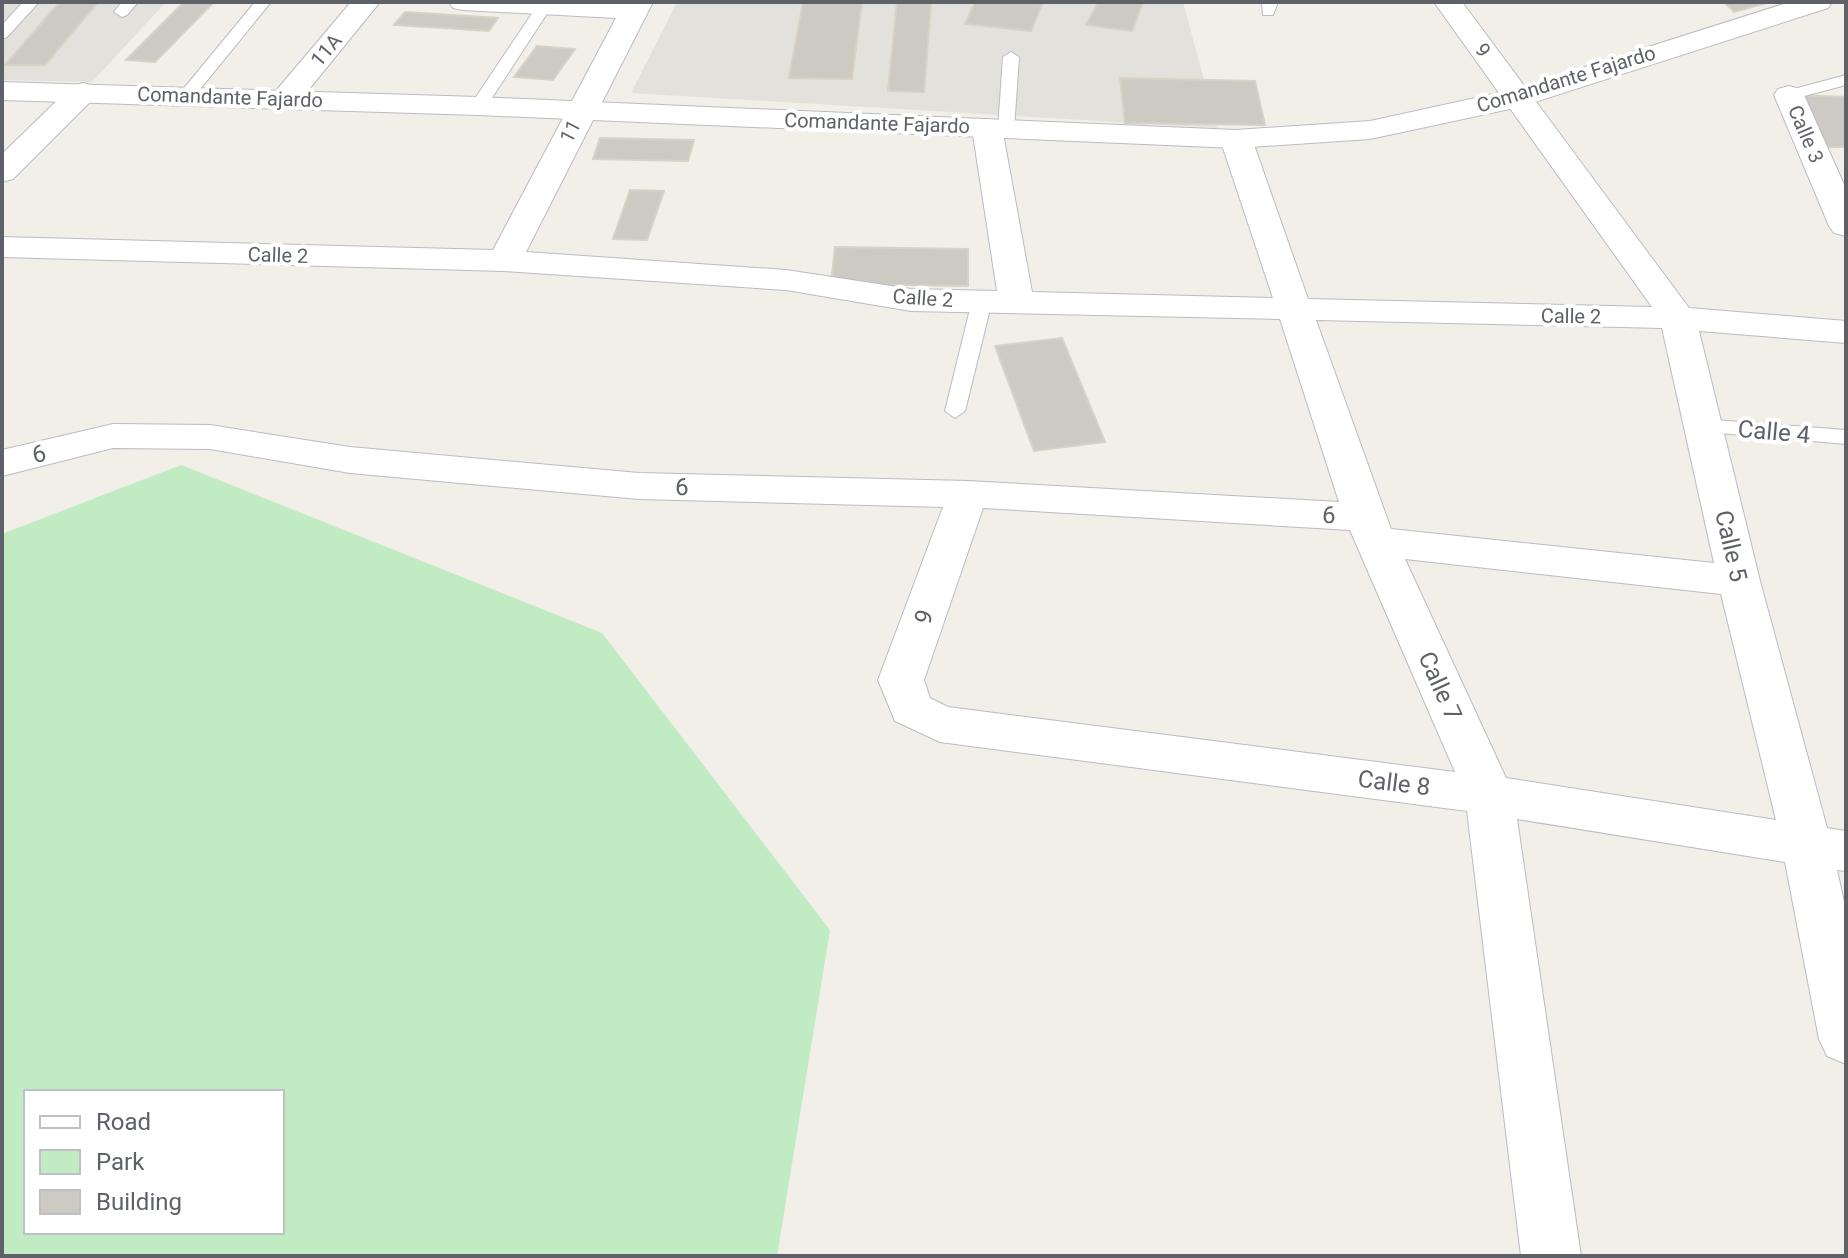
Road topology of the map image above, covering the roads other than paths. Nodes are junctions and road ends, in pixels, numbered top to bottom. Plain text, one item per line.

---

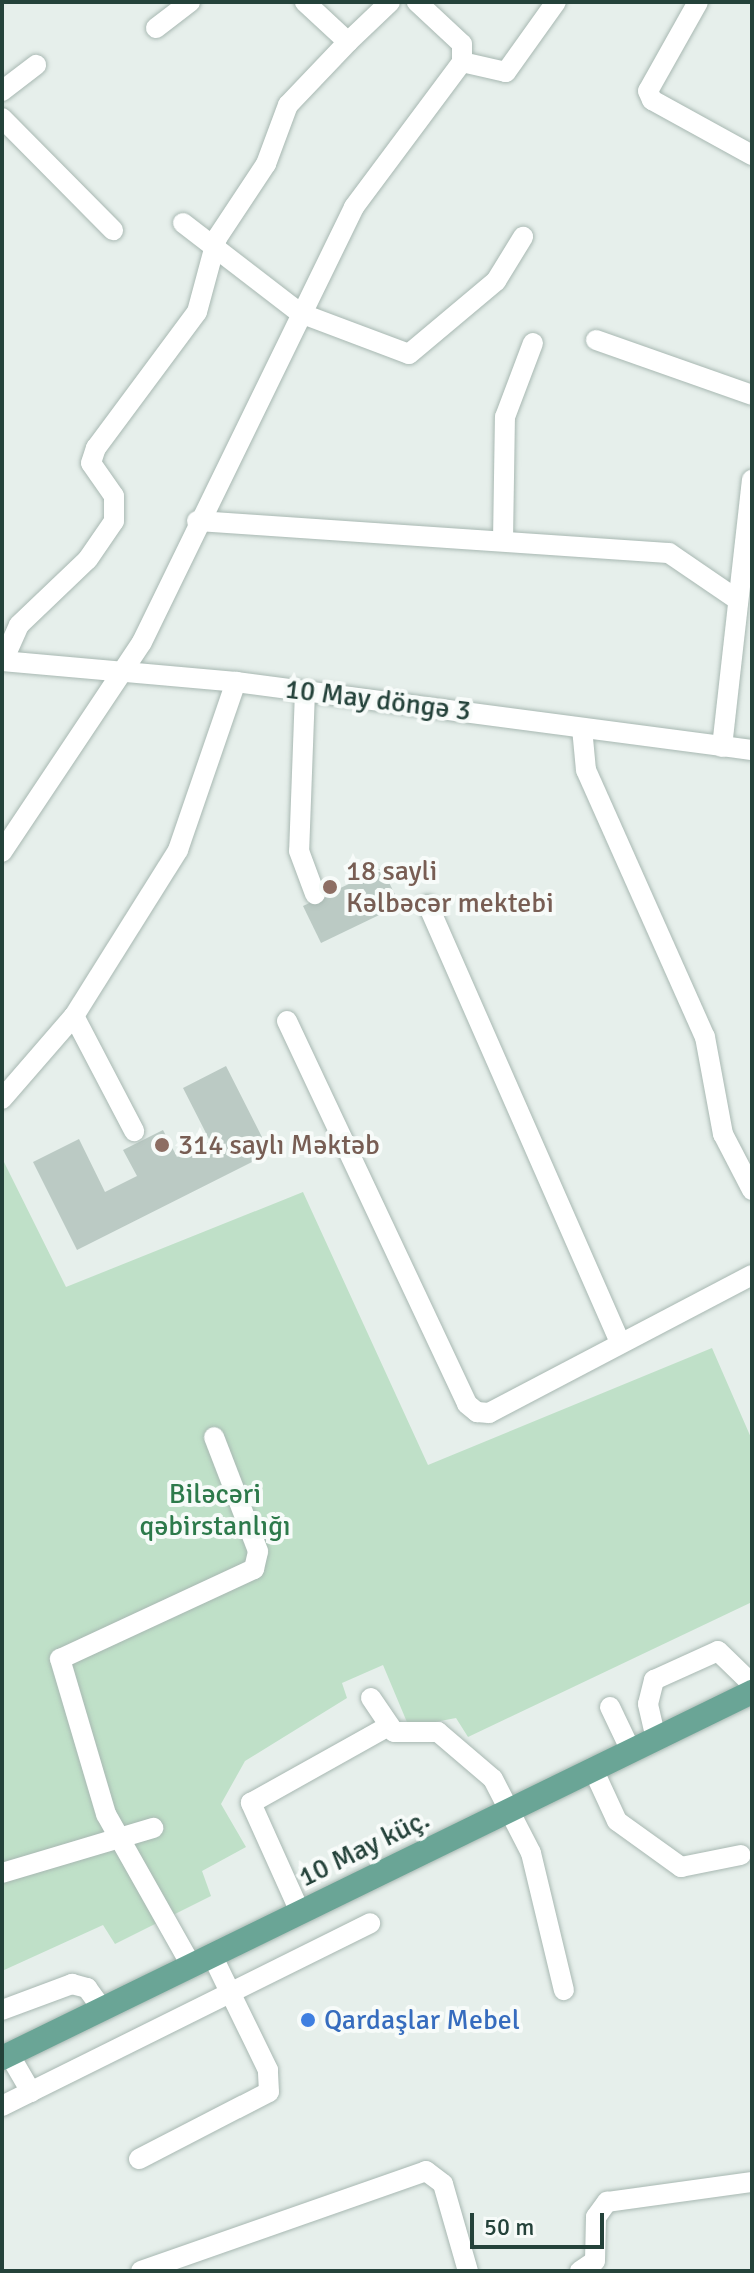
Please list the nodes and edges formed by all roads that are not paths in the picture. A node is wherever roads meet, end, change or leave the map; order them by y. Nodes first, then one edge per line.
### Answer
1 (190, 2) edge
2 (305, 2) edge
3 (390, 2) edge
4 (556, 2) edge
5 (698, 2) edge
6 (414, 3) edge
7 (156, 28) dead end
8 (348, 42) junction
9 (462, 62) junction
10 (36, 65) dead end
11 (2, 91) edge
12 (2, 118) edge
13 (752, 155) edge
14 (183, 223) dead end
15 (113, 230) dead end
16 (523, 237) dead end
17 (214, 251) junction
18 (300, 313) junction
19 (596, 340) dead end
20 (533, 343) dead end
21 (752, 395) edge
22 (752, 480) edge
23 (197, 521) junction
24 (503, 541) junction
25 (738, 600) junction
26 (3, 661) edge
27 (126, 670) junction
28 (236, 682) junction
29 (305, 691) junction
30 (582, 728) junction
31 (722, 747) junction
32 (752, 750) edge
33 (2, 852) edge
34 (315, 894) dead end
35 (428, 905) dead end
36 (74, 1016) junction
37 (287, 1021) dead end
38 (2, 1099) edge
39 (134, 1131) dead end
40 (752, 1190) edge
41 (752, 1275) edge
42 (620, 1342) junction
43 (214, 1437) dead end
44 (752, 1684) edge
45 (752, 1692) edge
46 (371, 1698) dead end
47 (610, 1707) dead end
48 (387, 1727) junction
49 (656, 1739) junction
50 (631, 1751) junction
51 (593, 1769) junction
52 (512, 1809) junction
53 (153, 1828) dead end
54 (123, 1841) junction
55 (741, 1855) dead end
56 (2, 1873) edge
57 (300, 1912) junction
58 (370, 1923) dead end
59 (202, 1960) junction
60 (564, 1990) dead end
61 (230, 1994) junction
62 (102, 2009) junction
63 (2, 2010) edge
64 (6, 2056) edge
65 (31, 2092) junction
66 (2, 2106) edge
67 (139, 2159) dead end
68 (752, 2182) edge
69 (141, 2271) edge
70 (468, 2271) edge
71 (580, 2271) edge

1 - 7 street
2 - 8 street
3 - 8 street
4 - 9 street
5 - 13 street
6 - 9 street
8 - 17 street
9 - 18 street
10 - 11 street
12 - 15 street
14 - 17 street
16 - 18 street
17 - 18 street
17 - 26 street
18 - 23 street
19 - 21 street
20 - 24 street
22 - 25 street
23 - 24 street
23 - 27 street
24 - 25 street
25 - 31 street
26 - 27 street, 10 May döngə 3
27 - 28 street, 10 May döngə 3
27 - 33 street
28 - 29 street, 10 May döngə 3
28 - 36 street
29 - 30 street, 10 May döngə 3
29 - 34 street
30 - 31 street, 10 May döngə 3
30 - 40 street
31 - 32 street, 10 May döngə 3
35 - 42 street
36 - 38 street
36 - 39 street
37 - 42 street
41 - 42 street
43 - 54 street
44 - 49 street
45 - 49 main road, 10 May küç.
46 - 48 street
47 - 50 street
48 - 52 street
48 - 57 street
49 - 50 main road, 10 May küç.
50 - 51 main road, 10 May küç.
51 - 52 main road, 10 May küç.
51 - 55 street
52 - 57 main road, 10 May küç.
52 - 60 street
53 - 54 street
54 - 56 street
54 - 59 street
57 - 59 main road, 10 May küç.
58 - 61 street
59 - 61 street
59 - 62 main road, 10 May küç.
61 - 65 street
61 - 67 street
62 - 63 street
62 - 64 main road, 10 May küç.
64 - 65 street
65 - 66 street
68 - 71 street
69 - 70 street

• To do: From the material above, copy every line where the word "paths" is found.

• Exercise result:
Road topology of the map image above, covering the roads other than paths. Nodes are junctions and road ends, in pixels, numbered top to bottom. Plain text, one item per line.
Please list the nodes and edges formed by all roads that are not paths in the picture. A node is wherever roads meet, end, change or leave the map; order them by y. Nodes first, then one edge per line.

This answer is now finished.